By Colin Wiles, housing consultant.

To begin with, it’s almost exactly five years since the Grenfell Tower fire. I vividly remember waking up that morning of 14 June and hearing the news about a tower block fire in west London, turning on the TV and watching the horrific scenes unfold.

Let us never forget the 72 who died and those left behind who must bear the trauma and the scars for the rest of their lives.

Five years later and the draft legislation prompted by the fire – the Social Housing (Regulation) Bill – has finally been published. Has the wait been worthwhile?

It took two years after Grenfell for the government to publish a Green Paper offering a “new deal on social housing” and another two years for the White Paper (a Charter for Social Housing Residents) to appear. When he launched the White Paper, Robert Jenrick promised “Never again would the voices of residents go unheard”.

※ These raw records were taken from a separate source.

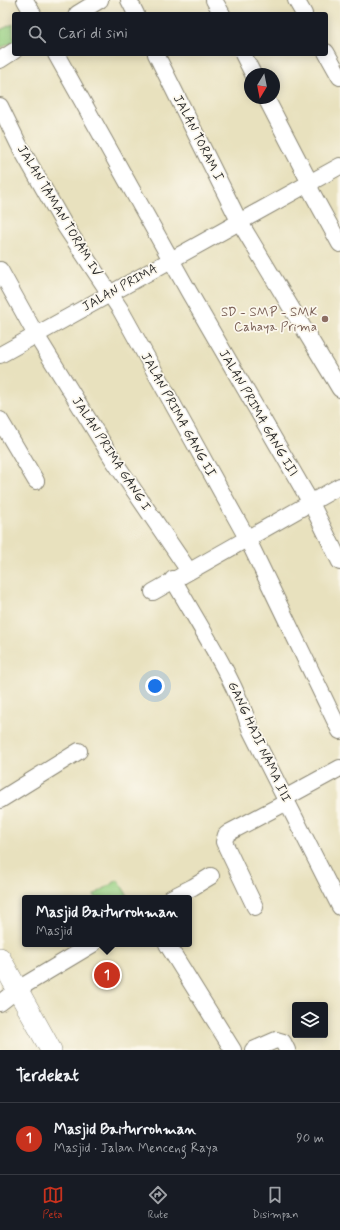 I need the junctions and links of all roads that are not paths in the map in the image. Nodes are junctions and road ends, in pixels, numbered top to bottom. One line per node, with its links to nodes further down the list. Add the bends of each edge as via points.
1 (25, 0): 6 (street)
2 (100, 0): 7 (street)
3 (129, 0): 8 (street)
4 (214, 0): 9 (street)
5 (296, 0): 10 (street)
6 (33, 12)
7 (80, 12)
8 (135, 12)
9 (221, 12)
10 (303, 12)
11 (12, 53): 16 (street)
12 (57, 56): 25 (street, JALAN PRIMA GANG III)
13 (157, 56): 23 (street, JALAN TORAM I)
14 (244, 56): 17 (street)
15 (328, 56): 18 (street)
16 (0, 60)
17 (250, 68)
18 (340, 77)
19 (269, 104): 22 (street)
20 (0, 106): 27 (street, JALAN TAMAN TORAM IV, via 65,226)
21 (340, 166): 22 (street, JALAN PRIMA)
22 (310, 183): 23 (street, JALAN PRIMA); 24 (street, via 311,192)
23 (240, 221): 25 (street, JALAN PRIMA); 30 (street)
24 (340, 244)
25 (170, 260): 27 (street, JALAN PRIMA); 34 (street, JALAN PRIMA GANG III)
26 (0, 270): 28 (street, JALAN PRIMA GANG I)
27 (109, 294): 28 (street, JALAN PRIMA); 35 (street, JALAN PRIMA GANG II, via 120,309)
28 (36, 334): 29 (street, JALAN PRIMA); 37 (street, JALAN PRIMA GANG I, via 114,461)
29 (0, 355)
30 (340, 389)
31 (0, 420): 32 (street)
32 (36, 481)
33 (340, 486): 34 (street)
34 (311, 503): 35 (street); 36 (street, JALAN PRIMA GANG III)
35 (247, 538): 37 (street); 40 (street, JALAN PRIMA GANG II)
36 (340, 562)
37 (189, 571): 38 (street)
38 (173, 579): 39 (street); 44 (street, GANG HAJI NAMA III, via 224,667 241,701 251,731)
39 (153, 592)
40 (340, 730)
41 (79, 752): 43 (street)
42 (340, 768): 44 (street)
43 (0, 800)
44 (286, 800): 47 (street, via 226,835 224,842); 48 (street, GANG HAJI NAMA III)
45 (211, 876): 46 (street)
46 (177, 895)
47 (255, 907)
48 (340, 908)
49 (88, 947): 52 (street)
50 (169, 947): 55 (street)
51 (0, 958): 52 (street)
52 (18, 989): 53 (street); 54 (street)
53 (0, 1003)
54 (51, 1050)
55 (233, 1050)
56 (253, 1050): 57 (street, via 276,1040 283,1042)
57 (287, 1050)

The problem is that for the past five years resident voices have gone largely unheard. The relentless campaigning by Daniel Hewitt at ITV and campaigners like Kwajo Tweneboa have been exposing that reality almost daily.

There are now scores of Facebook pages devoted to unhappy tenants of social landlords, and a war is raging on Trustpilot to register and delete dissenting voices.

Concurrently, it’s felt that the Regulator of Social Housing lacks the resources or teeth to challenge the behaviour of some landlords. The serious detriment test has long been held in contempt, with only a tiny fraction of cases being properly addressed.

The last time I asked the question I was told that the regulator had around 250 people working in the economic standards, and only two on the consumer standards. To many people it seems that the money side of the social housing business is more important than the lives it’s supposed to protect.

If all goes well, the housing bill should shift that imbalance. It puts the consumer standards on a par with the economic standards and will allow the regulator to be much more proactive in policing them (although we have to see what the final version of the standards will look like).

The proposals to introduce new tenant satisfaction measures are to be welcomed, alongside the proposals to publish a greater range of data. This will hopefully allow tenants to achieve a much greater objective understanding of how their landlord compares to others – not that they then stand much chance of jumping ship, of course! The Freedom of Information proposals for housing association tenants are also good to see.

But the way this new data is formulated, gathered and published is critical. On executive pay, for example, what are tenants most interested in seeing? The absolute level of pay? The amount of pay per property? The amount paid compared to the percentage of complaints and maladministration cases? I think many tenants will not begrudge high-ish pay if they feel that they’re receiving a good service, but not if salaries appear to be increasing year after year when their services are dire.

The increase in fines for non-compliance from £5,000 to unlimited shows the regulator will be given some real muscle, as does naming and shaming the worst offenders and publishing league tables.

The proposals for surveys and performance improvement plan notices are also commendable, and cutting the notice period for surveys from 28 days to 48 hours (with 24 hours’ notice to enter occupied premises) has echoes of short-notice OFSTED inspections. Given my conversations with teachers, who universally take a very dim view of OFSTED, I’m not sure this will be too popular within the sector – but if it improves life for tenants, does that matter?

The powers to enforce remedial work where tenants are at risk are also very robust. I look forward to the TV images of the men from the ministry breaking down doors, wearing HazMat suits – shades of Landlords from Hell Revisited? But that kind of operation is bound to be labour intensive and also costly (although providers will be re-charged with interest). I’d imagine a single member of staff from the regulator might be tied up on just a handful of cases for months.

A couple of other key proposals are worth mentioning. The new 250-person Advisory Panel has the potential to put tenant voices at the heart of regulation, and the health and safety lead, an idea from the Hackitt Review, is also critical.

The bill makes it clear that this member of staff must be adequately resourced, but the provider retains overall responsibility for health and safety and that the lead will not be personally liable if things go wrong (short of any wrongdoing). This is crucial as it would otherwise make this role unattractive to potential recruits.

The big question in my mind is whether all of this additional regulatory work will be properly funded? I mentioned above that the ratio of economic to consumer enforcement is around 125 to 1 in terms of staff resources.

That means recruiting up to two hundred new staff. Given recruitment issues within the country generally, does the sector have these people to hand and will landlords be happy to pay the increased fees?

But the bill also allows landlords to appeal to the High Court against regulatory action. What if some providers decide upon a litigious, un-co-operative approach and tie the regulator up in court actions? Perhaps some might take a ‘too-big-to-fail’ approach and put two fingers up to the regulator?

So, was it worth the wait? Well, a cautious ‘yes’ but we’ll have to wait another year to see how it works on the ground. I hope its passage through Parliament is smooth and that no MP (or peer) will try to water it down. They’ll make themselves very unpopular indeed.